* Records to process:
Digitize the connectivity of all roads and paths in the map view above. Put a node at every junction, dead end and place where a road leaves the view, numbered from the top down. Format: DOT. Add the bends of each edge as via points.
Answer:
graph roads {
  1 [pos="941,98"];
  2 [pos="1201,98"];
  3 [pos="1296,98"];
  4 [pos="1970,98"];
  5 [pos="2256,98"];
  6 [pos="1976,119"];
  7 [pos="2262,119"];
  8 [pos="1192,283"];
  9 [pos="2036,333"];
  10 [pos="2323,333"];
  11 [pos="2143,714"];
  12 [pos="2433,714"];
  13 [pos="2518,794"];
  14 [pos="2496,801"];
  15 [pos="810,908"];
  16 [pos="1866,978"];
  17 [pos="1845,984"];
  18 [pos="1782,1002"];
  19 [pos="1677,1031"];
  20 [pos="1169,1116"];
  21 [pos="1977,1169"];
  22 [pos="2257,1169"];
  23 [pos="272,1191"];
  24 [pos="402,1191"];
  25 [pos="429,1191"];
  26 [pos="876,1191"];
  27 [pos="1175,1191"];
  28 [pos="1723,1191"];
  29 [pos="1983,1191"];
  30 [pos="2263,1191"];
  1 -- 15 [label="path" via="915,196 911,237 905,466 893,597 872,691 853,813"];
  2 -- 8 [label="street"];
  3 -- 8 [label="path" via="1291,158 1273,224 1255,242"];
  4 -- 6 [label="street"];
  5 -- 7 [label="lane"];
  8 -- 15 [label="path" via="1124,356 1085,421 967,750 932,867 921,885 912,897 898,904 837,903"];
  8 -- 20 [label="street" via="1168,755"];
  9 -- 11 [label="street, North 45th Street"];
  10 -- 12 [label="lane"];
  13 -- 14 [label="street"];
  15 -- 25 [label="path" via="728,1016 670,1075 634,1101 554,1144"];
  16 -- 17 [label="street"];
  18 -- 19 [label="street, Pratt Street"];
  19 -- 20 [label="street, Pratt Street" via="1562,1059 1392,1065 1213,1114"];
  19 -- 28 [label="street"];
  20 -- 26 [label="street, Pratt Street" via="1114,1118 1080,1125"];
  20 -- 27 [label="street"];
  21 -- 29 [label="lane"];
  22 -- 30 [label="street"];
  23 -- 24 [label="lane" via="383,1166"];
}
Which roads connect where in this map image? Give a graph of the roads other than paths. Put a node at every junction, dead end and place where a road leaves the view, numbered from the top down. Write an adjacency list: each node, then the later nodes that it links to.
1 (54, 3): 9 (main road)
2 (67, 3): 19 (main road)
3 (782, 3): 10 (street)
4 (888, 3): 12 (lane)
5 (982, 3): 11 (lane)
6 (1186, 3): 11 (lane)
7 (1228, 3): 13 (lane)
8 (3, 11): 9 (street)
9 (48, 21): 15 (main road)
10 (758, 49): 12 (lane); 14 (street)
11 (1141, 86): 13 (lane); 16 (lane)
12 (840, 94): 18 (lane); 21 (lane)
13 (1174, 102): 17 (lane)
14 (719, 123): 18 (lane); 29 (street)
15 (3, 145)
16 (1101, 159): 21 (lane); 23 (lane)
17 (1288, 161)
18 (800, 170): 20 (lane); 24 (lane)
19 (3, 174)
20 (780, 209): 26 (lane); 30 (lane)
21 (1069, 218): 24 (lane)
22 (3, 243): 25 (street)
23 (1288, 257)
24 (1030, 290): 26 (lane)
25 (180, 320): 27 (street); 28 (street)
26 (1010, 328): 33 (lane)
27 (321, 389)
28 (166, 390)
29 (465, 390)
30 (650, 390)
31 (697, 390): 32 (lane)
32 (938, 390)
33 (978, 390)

* Exercise brief: Every entry shown earlier is to be returned exactly, line for line.

* Task output:
Digitize the connectivity of all roads and paths in the map view above. Put a node at every junction, dead end and place where a road leaves the view, numbered from the top down. Format: DOT. Add the bends of each edge as via points.
Answer:
graph roads {
  1 [pos="941,98"];
  2 [pos="1201,98"];
  3 [pos="1296,98"];
  4 [pos="1970,98"];
  5 [pos="2256,98"];
  6 [pos="1976,119"];
  7 [pos="2262,119"];
  8 [pos="1192,283"];
  9 [pos="2036,333"];
  10 [pos="2323,333"];
  11 [pos="2143,714"];
  12 [pos="2433,714"];
  13 [pos="2518,794"];
  14 [pos="2496,801"];
  15 [pos="810,908"];
  16 [pos="1866,978"];
  17 [pos="1845,984"];
  18 [pos="1782,1002"];
  19 [pos="1677,1031"];
  20 [pos="1169,1116"];
  21 [pos="1977,1169"];
  22 [pos="2257,1169"];
  23 [pos="272,1191"];
  24 [pos="402,1191"];
  25 [pos="429,1191"];
  26 [pos="876,1191"];
  27 [pos="1175,1191"];
  28 [pos="1723,1191"];
  29 [pos="1983,1191"];
  30 [pos="2263,1191"];
  1 -- 15 [label="path" via="915,196 911,237 905,466 893,597 872,691 853,813"];
  2 -- 8 [label="street"];
  3 -- 8 [label="path" via="1291,158 1273,224 1255,242"];
  4 -- 6 [label="street"];
  5 -- 7 [label="lane"];
  8 -- 15 [label="path" via="1124,356 1085,421 967,750 932,867 921,885 912,897 898,904 837,903"];
  8 -- 20 [label="street" via="1168,755"];
  9 -- 11 [label="street, North 45th Street"];
  10 -- 12 [label="lane"];
  13 -- 14 [label="street"];
  15 -- 25 [label="path" via="728,1016 670,1075 634,1101 554,1144"];
  16 -- 17 [label="street"];
  18 -- 19 [label="street, Pratt Street"];
  19 -- 20 [label="street, Pratt Street" via="1562,1059 1392,1065 1213,1114"];
  19 -- 28 [label="street"];
  20 -- 26 [label="street, Pratt Street" via="1114,1118 1080,1125"];
  20 -- 27 [label="street"];
  21 -- 29 [label="lane"];
  22 -- 30 [label="street"];
  23 -- 24 [label="lane" via="383,1166"];
}
Which roads connect where in this map image? Give a graph of the roads other than paths. Put a node at every junction, dead end and place where a road leaves the view, numbered from the top down. Write an adjacency list: each node, then the later nodes that it links to.
1 (54, 3): 9 (main road)
2 (67, 3): 19 (main road)
3 (782, 3): 10 (street)
4 (888, 3): 12 (lane)
5 (982, 3): 11 (lane)
6 (1186, 3): 11 (lane)
7 (1228, 3): 13 (lane)
8 (3, 11): 9 (street)
9 (48, 21): 15 (main road)
10 (758, 49): 12 (lane); 14 (street)
11 (1141, 86): 13 (lane); 16 (lane)
12 (840, 94): 18 (lane); 21 (lane)
13 (1174, 102): 17 (lane)
14 (719, 123): 18 (lane); 29 (street)
15 (3, 145)
16 (1101, 159): 21 (lane); 23 (lane)
17 (1288, 161)
18 (800, 170): 20 (lane); 24 (lane)
19 (3, 174)
20 (780, 209): 26 (lane); 30 (lane)
21 (1069, 218): 24 (lane)
22 (3, 243): 25 (street)
23 (1288, 257)
24 (1030, 290): 26 (lane)
25 (180, 320): 27 (street); 28 (street)
26 (1010, 328): 33 (lane)
27 (321, 389)
28 (166, 390)
29 (465, 390)
30 (650, 390)
31 (697, 390): 32 (lane)
32 (938, 390)
33 (978, 390)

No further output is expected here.